Published online Jul 15, 2023. doi: 10.4251/wjgo.v15.i7.1215
Peer-review started: February 1, 2023
First decision: March 21, 2023
Revised: March 31, 2023
Accepted: May 8, 2023
Article in press: May 8, 2023
Published online: July 15, 2023
Processing time: 161 Days and 2.5 Hours
Improving early diagnosis rates of gastric cancer (GC) is of great importance for reducing GC-related deaths. This study aimed to construct a predictive model for GC by integrating single-cell sequencing data and bulk RNA sequencing (bulk RNA-seq) data to identify potential targets for GC prediction.

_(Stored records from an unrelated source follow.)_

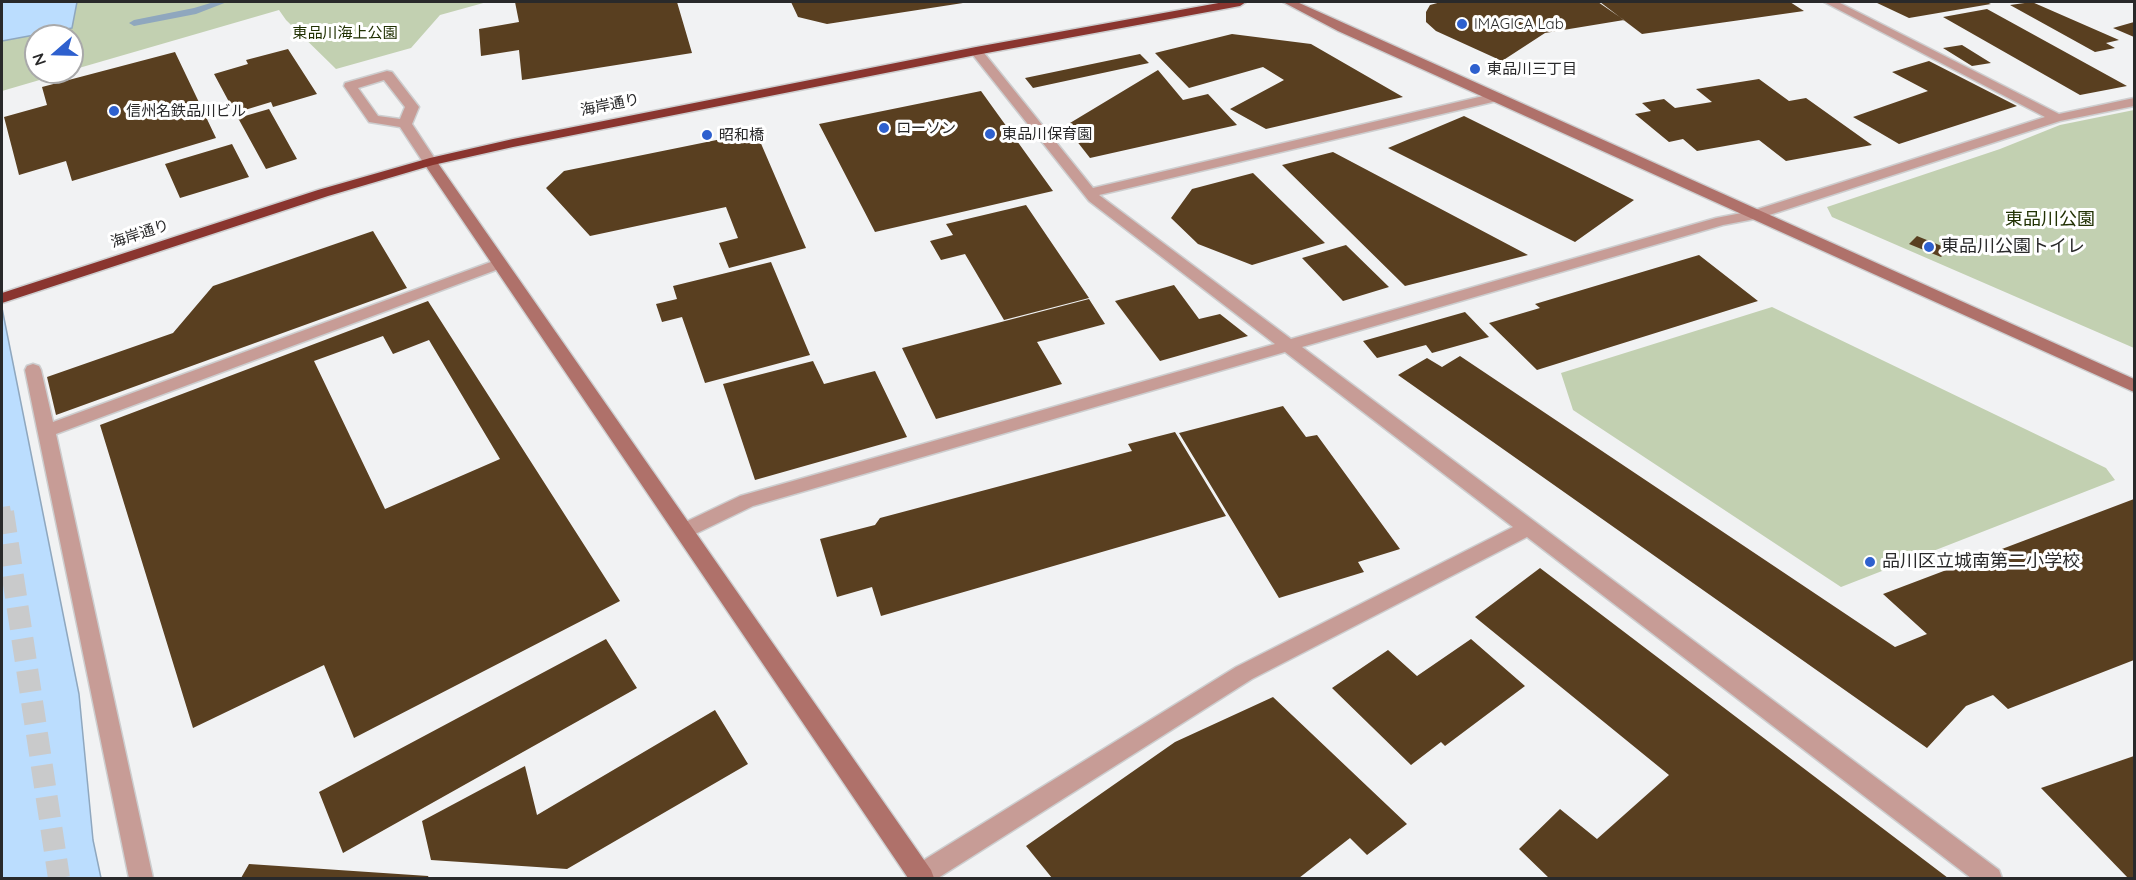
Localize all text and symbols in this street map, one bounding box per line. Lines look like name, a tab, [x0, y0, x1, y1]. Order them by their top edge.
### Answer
place label: IMAGICA Lab	[1474, 15, 1564, 33]
marker: IMAGICA Lab	[1455, 17, 1469, 31]
north arrow	[24, 24, 84, 84]
park label: 東品川海上公園	[293, 24, 397, 42]
text: N	[28, 51, 50, 68]
place label: 東品川三丁目	[1487, 60, 1577, 78]
marker: 東品川三丁目	[1468, 62, 1482, 76]
street label: 海岸通り	[579, 90, 641, 120]
place label: 信州名鉄品川ビル	[126, 102, 246, 120]
marker: 信州名鉄品川ビル	[107, 104, 121, 118]
place label: ローソン	[896, 119, 956, 137]
marker: ローソン	[877, 121, 891, 135]
place label: 東品川保育園	[1002, 125, 1092, 143]
place label: 昭和橋	[719, 126, 764, 144]
marker: 東品川保育園	[983, 127, 997, 141]
marker: 昭和橋	[700, 128, 714, 142]
park label: 東品川公園	[2005, 209, 2095, 231]
street label: 海岸通り	[109, 216, 171, 252]
place label: 東品川公園トイレ	[1941, 236, 2085, 258]
marker: 東品川公園トイレ	[1922, 240, 1936, 254]
place label: 品川区立城南第二小学校	[1882, 551, 2080, 573]
marker: 品川区立城南第二小学校	[1863, 555, 1877, 569]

Identifying predictive targets for GC is an important approach to reduce GC-related deaths, which is the driving force behind this study.
The objective of this study was to develop a predictive model for GC by combining single-cell sequencing data and bulk RNA-seq data and to identify potential targets for predicting GC.
We downloaded GC single-cell sequencing and bulk RNA-seq datasets from the Gene Expression Omnibus and University of California at Santa Cruz databases. The single-cell sequencing data were analyzed using the Seurat package, and the bulk RNA-seq data were analyzed using the limma package. The construction of the GC prediction model was based on the Least absolute shrinkage and selection operator (LASSO) and random forest methods. Survival analysis was conducted using the KM-PLOTTER online database.
By analyzing single-cell RNA sequencing data from 70707 cells from GC tissue, normal gastric tissue, and chronic gastric tissue, we identified 10 different cell types and screened for genes differentially expressed between GC and normal epithelial cells. After determining differentially expressed genes identified from batch RNA sequencing data of GC and normal gastric samples, we constructed a GC prediction classifier using LASSO and random forest methods. The LASSO classifier performed well when validated and when the model was verified using The Cancer Genome Atlas and Genotype-Tissue Expression datasets [area under the curve (AUC)_min = 0.988, AUC_1se = 0.994], and the random forest model also achieved good results with the validation set (AUC = 0.92). We identified genes such as TIMP1, PLOD3, CKS2, TYMP, TNFRSF10B, CPNE1, GDF15, BCAP31, and CLDN7 with significant importance in multiple GC prediction models, and KM-PLOTTER analysis showed their relevance to GC prognosis, indicating their potential value in GC diagnosis and treatment. However, the limitation of our study is the lack of clinical sample validation for the GC prediction models.
This study demonstrates that the combination of single-cell sequencing data and bulk RNA-seq data is feasible for constructing a GC prediction model.
Using single-nucleus sequencing to assist in constructing GC prediction models may lead to more reliable results, as it has advantages in identifying epithelial cells.